Journal

Friday, March 07, 2003
Did you forget to mention the "Books" column in "The Week"?
I just read it last night, but I often get out of sync.


It's there -- scroll down to the 4th. Honest.

Hi, Neil.

My question(s) is/are about the readings you do. I've only recently
found and listened to the audio and video clips on your website, and
(forgive me) I've downloaded a few things elsewhere on the Internet that I
suspect to be snippets from 'Warning: Contains Language,' and I am
impressed by how natural you seem to be on the stage. Was it always this
way, were you a natural for public speaking? Or did it take a whole lot
more to get you to come out from behind the typewriter and read aloud to
a bunch of people you don't know? Were you horrible when you first
started readings or did 'the actor within' pop out and take over right
away?
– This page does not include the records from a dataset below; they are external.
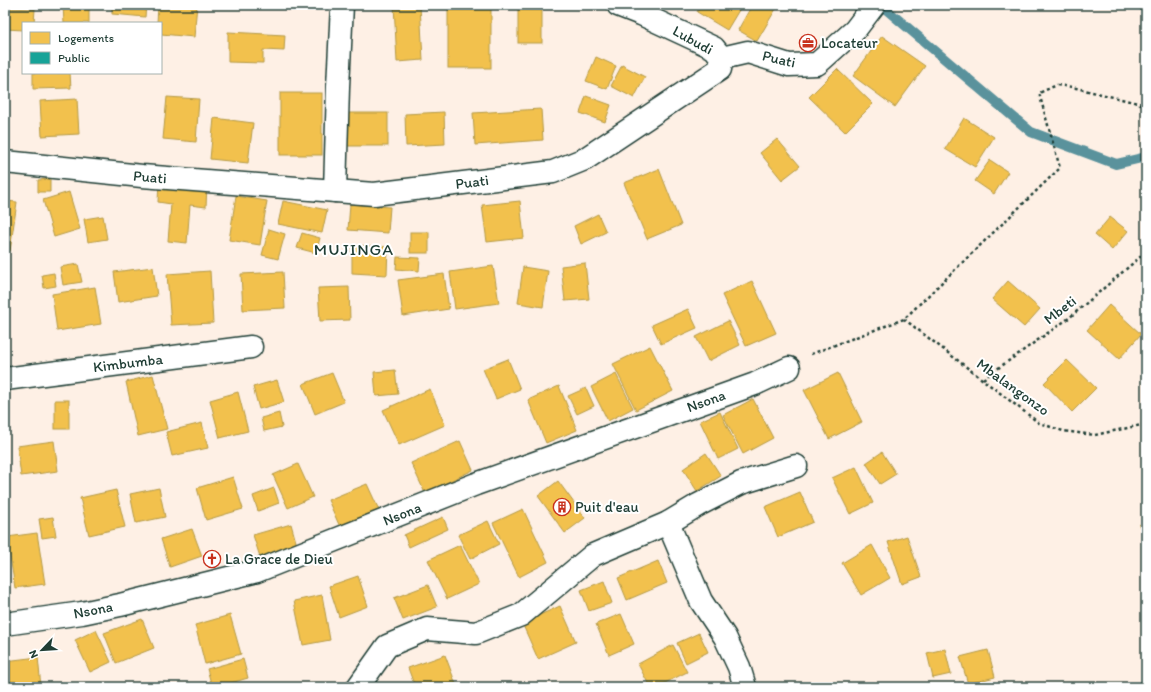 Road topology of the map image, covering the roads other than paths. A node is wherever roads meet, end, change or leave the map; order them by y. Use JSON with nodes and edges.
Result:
{"nodes":[{"id":1,"x":342,"y":5,"type":"edge"},
{"id":2,"x":618,"y":5,"type":"edge"},
{"id":3,"x":872,"y":7,"type":"edge"},
{"id":4,"x":722,"y":58,"type":"junction"},
{"id":5,"x":5,"y":162,"type":"edge"},
{"id":6,"x":335,"y":191,"type":"junction"},
{"id":7,"x":251,"y":347,"type":"dead end"},
{"id":8,"x":789,"y":368,"type":"road end"},
{"id":9,"x":5,"y":379,"type":"edge"},
{"id":10,"x":796,"y":466,"type":"dead end"},
{"id":11,"x":668,"y":523,"type":"junction"},
{"id":12,"x":5,"y":624,"type":"edge"},
{"id":13,"x":358,"y":687,"type":"edge"},
{"id":14,"x":745,"y":687,"type":"edge"}],
"edges":[{"from":1,"to":6,"type":"street"},
{"from":2,"to":4,"type":"street","name":"Lubudi"},
{"from":3,"to":4,"type":"street","name":"Puati"},
{"from":4,"to":6,"type":"street","name":"Puati"},
{"from":5,"to":6,"type":"street","name":"Puati"},
{"from":7,"to":9,"type":"street","name":"Kimbumba"},
{"from":8,"to":12,"type":"street","name":"Nsona"},
{"from":10,"to":11,"type":"street"},
{"from":11,"to":13,"type":"street"},
{"from":11,"to":14,"type":"street"}]}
How does it feel to have people come so far (like I will, to ComicCon
this summer) just to hear you talk?

And I have to echo the sentiments from another reader, about how your
journal feels less like your-basic-blog and more like a nice little chat
with an odd sort of fellow in the sci-fi section of a bookstore. It's
sort of a writer's curse (if you can call it that), I think, to
unintentionally-on-purpose make everything sound like a story - even normal
life. I'm very grateful that you take the time out to write in your
journal as often as you do.

Thank you.

- Anna Hight


Let's see... I used to be terrified of speaking in public. Partly, I think, because I was scared of drying up, and partly because I was scared I wouldn't have anything to say. (And, of course, partly because I was worried they'd throw things, which was a faint hangover from my punk-band days). Bryan Talbot talked me into coming to Preston to talk to the SF group there in about 1987, and I got up in front of everyone and had no idea what I'd say or if I'd be able to do it without screaming or evaporating in a small puff of smoke, and just started talking, and I found that I could answer questions and just sort of burble to a lot of people and it didn't worry me. I didn't know I could read in front of an audience until the Dragoncon in about 1991 where I was on a panel and had to read "Chivalry" to an audience, and discovered with a sort of dark, unholy joy that I really really liked reading stories to audiences.

The last time I got real stage fright was in about 1992, when my friend Polly Sampson took me up onto the stage before a Pink Floyd concert, and I looked out over 70,000 mostly empty seats, imagined having to talk to that many people, and was utterly terrified. Wandered out onto the same stage before the Tori/Alanis concert several years later and it didn't bother me at all -- probably because in the meantime I'd done readings and talks for an ever-growing number of people, and none of them had thrown anything.

I'll get a tiny bout of stage fright before going out onto a big stage, but I always figure that's useful.

I think WARNING:CONTAINS LANGUAGE was recorded in about 1994, and LIVE AT THE ALADDIN was taped in 2000, and I hope I got better, but I probably didn't.

How do I feel about people travelling a long way to see me? Er... I don't really know. Whenever people tell me they've come a very long way to see me read or talk I'm normally a sort of combination of amazed and guilty. It's like the people in long signing lines who tell me proudly it's their birthday.

...

The Mariott hotel group is under the impression that you can make a drinkable cup of tea using the hotel room's coffee perculator, a complimentary tea-bag, a thing of creamer, and a sort of a small cut off plastic straw. The Marriott hotel group is wrong.